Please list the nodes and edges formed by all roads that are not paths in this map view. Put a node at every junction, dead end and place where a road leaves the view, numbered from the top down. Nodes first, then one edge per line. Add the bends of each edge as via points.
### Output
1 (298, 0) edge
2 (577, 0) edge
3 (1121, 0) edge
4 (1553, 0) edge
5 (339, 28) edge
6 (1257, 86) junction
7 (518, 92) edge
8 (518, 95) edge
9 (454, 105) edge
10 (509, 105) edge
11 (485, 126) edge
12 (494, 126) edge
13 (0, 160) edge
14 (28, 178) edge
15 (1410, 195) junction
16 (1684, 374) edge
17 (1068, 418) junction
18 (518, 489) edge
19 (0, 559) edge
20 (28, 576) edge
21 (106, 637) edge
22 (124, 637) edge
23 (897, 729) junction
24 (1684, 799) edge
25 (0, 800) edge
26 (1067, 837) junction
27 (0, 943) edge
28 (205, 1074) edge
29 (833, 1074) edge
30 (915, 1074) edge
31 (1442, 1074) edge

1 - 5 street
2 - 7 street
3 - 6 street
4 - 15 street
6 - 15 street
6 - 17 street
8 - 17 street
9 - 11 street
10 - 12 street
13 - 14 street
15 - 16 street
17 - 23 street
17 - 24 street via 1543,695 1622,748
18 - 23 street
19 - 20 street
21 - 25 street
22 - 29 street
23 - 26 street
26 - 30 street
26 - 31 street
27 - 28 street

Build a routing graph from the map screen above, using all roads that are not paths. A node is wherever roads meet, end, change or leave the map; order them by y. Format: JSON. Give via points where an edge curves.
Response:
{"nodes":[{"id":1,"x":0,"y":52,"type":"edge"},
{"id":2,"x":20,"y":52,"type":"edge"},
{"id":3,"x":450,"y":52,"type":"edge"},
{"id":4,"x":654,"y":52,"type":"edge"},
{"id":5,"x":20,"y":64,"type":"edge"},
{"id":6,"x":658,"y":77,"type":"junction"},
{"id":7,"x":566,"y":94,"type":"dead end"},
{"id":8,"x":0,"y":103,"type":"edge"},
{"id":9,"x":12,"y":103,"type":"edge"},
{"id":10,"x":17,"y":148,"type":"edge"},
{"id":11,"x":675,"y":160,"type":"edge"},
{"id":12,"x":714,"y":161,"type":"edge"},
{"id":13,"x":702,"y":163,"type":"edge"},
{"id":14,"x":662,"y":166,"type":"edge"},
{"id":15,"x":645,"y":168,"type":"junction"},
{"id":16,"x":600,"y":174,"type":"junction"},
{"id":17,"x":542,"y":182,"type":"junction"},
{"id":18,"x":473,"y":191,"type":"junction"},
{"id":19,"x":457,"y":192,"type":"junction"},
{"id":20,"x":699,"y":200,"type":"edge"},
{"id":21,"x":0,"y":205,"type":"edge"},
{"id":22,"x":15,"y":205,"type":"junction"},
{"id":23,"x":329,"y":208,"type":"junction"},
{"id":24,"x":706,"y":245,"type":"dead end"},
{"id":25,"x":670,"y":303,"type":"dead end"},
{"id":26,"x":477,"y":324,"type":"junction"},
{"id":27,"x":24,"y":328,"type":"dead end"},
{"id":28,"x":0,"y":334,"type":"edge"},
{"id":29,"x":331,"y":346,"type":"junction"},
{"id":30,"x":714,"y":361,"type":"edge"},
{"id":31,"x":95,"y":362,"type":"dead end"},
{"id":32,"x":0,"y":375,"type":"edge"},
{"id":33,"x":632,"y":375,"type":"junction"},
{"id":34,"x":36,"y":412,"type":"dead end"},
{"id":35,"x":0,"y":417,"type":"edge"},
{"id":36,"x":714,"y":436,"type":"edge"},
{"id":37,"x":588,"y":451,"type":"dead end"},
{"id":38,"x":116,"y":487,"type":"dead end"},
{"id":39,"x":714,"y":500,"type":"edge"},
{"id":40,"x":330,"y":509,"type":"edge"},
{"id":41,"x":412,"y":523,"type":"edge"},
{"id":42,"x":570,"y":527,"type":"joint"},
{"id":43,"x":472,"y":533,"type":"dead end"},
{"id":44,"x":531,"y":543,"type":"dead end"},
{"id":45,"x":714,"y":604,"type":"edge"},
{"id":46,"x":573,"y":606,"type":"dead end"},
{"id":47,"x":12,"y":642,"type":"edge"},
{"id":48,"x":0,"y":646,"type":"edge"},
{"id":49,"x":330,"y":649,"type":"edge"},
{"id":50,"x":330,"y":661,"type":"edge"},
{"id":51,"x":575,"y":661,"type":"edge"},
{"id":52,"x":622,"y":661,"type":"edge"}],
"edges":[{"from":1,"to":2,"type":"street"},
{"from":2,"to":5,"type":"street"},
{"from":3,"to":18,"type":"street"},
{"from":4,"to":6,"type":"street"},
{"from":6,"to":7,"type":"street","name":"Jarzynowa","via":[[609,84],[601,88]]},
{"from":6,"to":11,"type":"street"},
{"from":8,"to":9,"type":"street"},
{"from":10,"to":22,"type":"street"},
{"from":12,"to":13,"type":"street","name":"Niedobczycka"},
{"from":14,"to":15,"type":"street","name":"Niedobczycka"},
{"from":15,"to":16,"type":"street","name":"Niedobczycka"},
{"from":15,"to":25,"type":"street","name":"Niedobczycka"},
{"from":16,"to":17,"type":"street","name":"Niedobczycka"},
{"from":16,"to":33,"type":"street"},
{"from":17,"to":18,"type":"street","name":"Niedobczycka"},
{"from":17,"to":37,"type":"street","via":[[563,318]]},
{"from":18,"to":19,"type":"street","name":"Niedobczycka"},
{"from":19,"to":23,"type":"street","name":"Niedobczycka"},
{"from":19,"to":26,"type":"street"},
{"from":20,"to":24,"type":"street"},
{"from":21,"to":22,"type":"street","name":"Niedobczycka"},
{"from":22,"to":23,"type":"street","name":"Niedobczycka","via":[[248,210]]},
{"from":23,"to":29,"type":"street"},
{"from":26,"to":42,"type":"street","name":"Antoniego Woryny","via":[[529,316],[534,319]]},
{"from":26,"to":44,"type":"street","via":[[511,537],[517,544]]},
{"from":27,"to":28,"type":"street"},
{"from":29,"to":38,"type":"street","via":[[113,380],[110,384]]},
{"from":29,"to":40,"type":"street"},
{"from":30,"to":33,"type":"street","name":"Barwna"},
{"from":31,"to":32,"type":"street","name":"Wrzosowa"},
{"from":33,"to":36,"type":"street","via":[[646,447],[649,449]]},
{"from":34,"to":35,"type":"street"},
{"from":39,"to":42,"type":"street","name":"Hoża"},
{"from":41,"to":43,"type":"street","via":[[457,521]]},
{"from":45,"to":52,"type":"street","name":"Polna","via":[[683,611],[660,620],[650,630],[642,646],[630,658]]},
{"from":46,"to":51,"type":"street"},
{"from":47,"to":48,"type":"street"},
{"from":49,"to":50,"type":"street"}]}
★ ★ ★ ★ ★
§ What to produce
I need each of the entries above printed again exactly.

§ Solution to this exercise
Please list the nodes and edges formed by all roads that are not paths in this map view. Put a node at every junction, dead end and place where a road leaves the view, numbered from the top down. Nodes first, then one edge per line. Add the bends of each edge as via points.
### Output
1 (298, 0) edge
2 (577, 0) edge
3 (1121, 0) edge
4 (1553, 0) edge
5 (339, 28) edge
6 (1257, 86) junction
7 (518, 92) edge
8 (518, 95) edge
9 (454, 105) edge
10 (509, 105) edge
11 (485, 126) edge
12 (494, 126) edge
13 (0, 160) edge
14 (28, 178) edge
15 (1410, 195) junction
16 (1684, 374) edge
17 (1068, 418) junction
18 (518, 489) edge
19 (0, 559) edge
20 (28, 576) edge
21 (106, 637) edge
22 (124, 637) edge
23 (897, 729) junction
24 (1684, 799) edge
25 (0, 800) edge
26 (1067, 837) junction
27 (0, 943) edge
28 (205, 1074) edge
29 (833, 1074) edge
30 (915, 1074) edge
31 (1442, 1074) edge

1 - 5 street
2 - 7 street
3 - 6 street
4 - 15 street
6 - 15 street
6 - 17 street
8 - 17 street
9 - 11 street
10 - 12 street
13 - 14 street
15 - 16 street
17 - 23 street
17 - 24 street via 1543,695 1622,748
18 - 23 street
19 - 20 street
21 - 25 street
22 - 29 street
23 - 26 street
26 - 30 street
26 - 31 street
27 - 28 street

Build a routing graph from the map screen above, using all roads that are not paths. A node is wherever roads meet, end, change or leave the map; order them by y. Format: JSON. Give via points where an edge curves.
Response:
{"nodes":[{"id":1,"x":0,"y":52,"type":"edge"},
{"id":2,"x":20,"y":52,"type":"edge"},
{"id":3,"x":450,"y":52,"type":"edge"},
{"id":4,"x":654,"y":52,"type":"edge"},
{"id":5,"x":20,"y":64,"type":"edge"},
{"id":6,"x":658,"y":77,"type":"junction"},
{"id":7,"x":566,"y":94,"type":"dead end"},
{"id":8,"x":0,"y":103,"type":"edge"},
{"id":9,"x":12,"y":103,"type":"edge"},
{"id":10,"x":17,"y":148,"type":"edge"},
{"id":11,"x":675,"y":160,"type":"edge"},
{"id":12,"x":714,"y":161,"type":"edge"},
{"id":13,"x":702,"y":163,"type":"edge"},
{"id":14,"x":662,"y":166,"type":"edge"},
{"id":15,"x":645,"y":168,"type":"junction"},
{"id":16,"x":600,"y":174,"type":"junction"},
{"id":17,"x":542,"y":182,"type":"junction"},
{"id":18,"x":473,"y":191,"type":"junction"},
{"id":19,"x":457,"y":192,"type":"junction"},
{"id":20,"x":699,"y":200,"type":"edge"},
{"id":21,"x":0,"y":205,"type":"edge"},
{"id":22,"x":15,"y":205,"type":"junction"},
{"id":23,"x":329,"y":208,"type":"junction"},
{"id":24,"x":706,"y":245,"type":"dead end"},
{"id":25,"x":670,"y":303,"type":"dead end"},
{"id":26,"x":477,"y":324,"type":"junction"},
{"id":27,"x":24,"y":328,"type":"dead end"},
{"id":28,"x":0,"y":334,"type":"edge"},
{"id":29,"x":331,"y":346,"type":"junction"},
{"id":30,"x":714,"y":361,"type":"edge"},
{"id":31,"x":95,"y":362,"type":"dead end"},
{"id":32,"x":0,"y":375,"type":"edge"},
{"id":33,"x":632,"y":375,"type":"junction"},
{"id":34,"x":36,"y":412,"type":"dead end"},
{"id":35,"x":0,"y":417,"type":"edge"},
{"id":36,"x":714,"y":436,"type":"edge"},
{"id":37,"x":588,"y":451,"type":"dead end"},
{"id":38,"x":116,"y":487,"type":"dead end"},
{"id":39,"x":714,"y":500,"type":"edge"},
{"id":40,"x":330,"y":509,"type":"edge"},
{"id":41,"x":412,"y":523,"type":"edge"},
{"id":42,"x":570,"y":527,"type":"joint"},
{"id":43,"x":472,"y":533,"type":"dead end"},
{"id":44,"x":531,"y":543,"type":"dead end"},
{"id":45,"x":714,"y":604,"type":"edge"},
{"id":46,"x":573,"y":606,"type":"dead end"},
{"id":47,"x":12,"y":642,"type":"edge"},
{"id":48,"x":0,"y":646,"type":"edge"},
{"id":49,"x":330,"y":649,"type":"edge"},
{"id":50,"x":330,"y":661,"type":"edge"},
{"id":51,"x":575,"y":661,"type":"edge"},
{"id":52,"x":622,"y":661,"type":"edge"}],
"edges":[{"from":1,"to":2,"type":"street"},
{"from":2,"to":5,"type":"street"},
{"from":3,"to":18,"type":"street"},
{"from":4,"to":6,"type":"street"},
{"from":6,"to":7,"type":"street","name":"Jarzynowa","via":[[609,84],[601,88]]},
{"from":6,"to":11,"type":"street"},
{"from":8,"to":9,"type":"street"},
{"from":10,"to":22,"type":"street"},
{"from":12,"to":13,"type":"street","name":"Niedobczycka"},
{"from":14,"to":15,"type":"street","name":"Niedobczycka"},
{"from":15,"to":16,"type":"street","name":"Niedobczycka"},
{"from":15,"to":25,"type":"street","name":"Niedobczycka"},
{"from":16,"to":17,"type":"street","name":"Niedobczycka"},
{"from":16,"to":33,"type":"street"},
{"from":17,"to":18,"type":"street","name":"Niedobczycka"},
{"from":17,"to":37,"type":"street","via":[[563,318]]},
{"from":18,"to":19,"type":"street","name":"Niedobczycka"},
{"from":19,"to":23,"type":"street","name":"Niedobczycka"},
{"from":19,"to":26,"type":"street"},
{"from":20,"to":24,"type":"street"},
{"from":21,"to":22,"type":"street","name":"Niedobczycka"},
{"from":22,"to":23,"type":"street","name":"Niedobczycka","via":[[248,210]]},
{"from":23,"to":29,"type":"street"},
{"from":26,"to":42,"type":"street","name":"Antoniego Woryny","via":[[529,316],[534,319]]},
{"from":26,"to":44,"type":"street","via":[[511,537],[517,544]]},
{"from":27,"to":28,"type":"street"},
{"from":29,"to":38,"type":"street","via":[[113,380],[110,384]]},
{"from":29,"to":40,"type":"street"},
{"from":30,"to":33,"type":"street","name":"Barwna"},
{"from":31,"to":32,"type":"street","name":"Wrzosowa"},
{"from":33,"to":36,"type":"street","via":[[646,447],[649,449]]},
{"from":34,"to":35,"type":"street"},
{"from":39,"to":42,"type":"street","name":"Hoża"},
{"from":41,"to":43,"type":"street","via":[[457,521]]},
{"from":45,"to":52,"type":"street","name":"Polna","via":[[683,611],[660,620],[650,630],[642,646],[630,658]]},
{"from":46,"to":51,"type":"street"},
{"from":47,"to":48,"type":"street"},
{"from":49,"to":50,"type":"street"}]}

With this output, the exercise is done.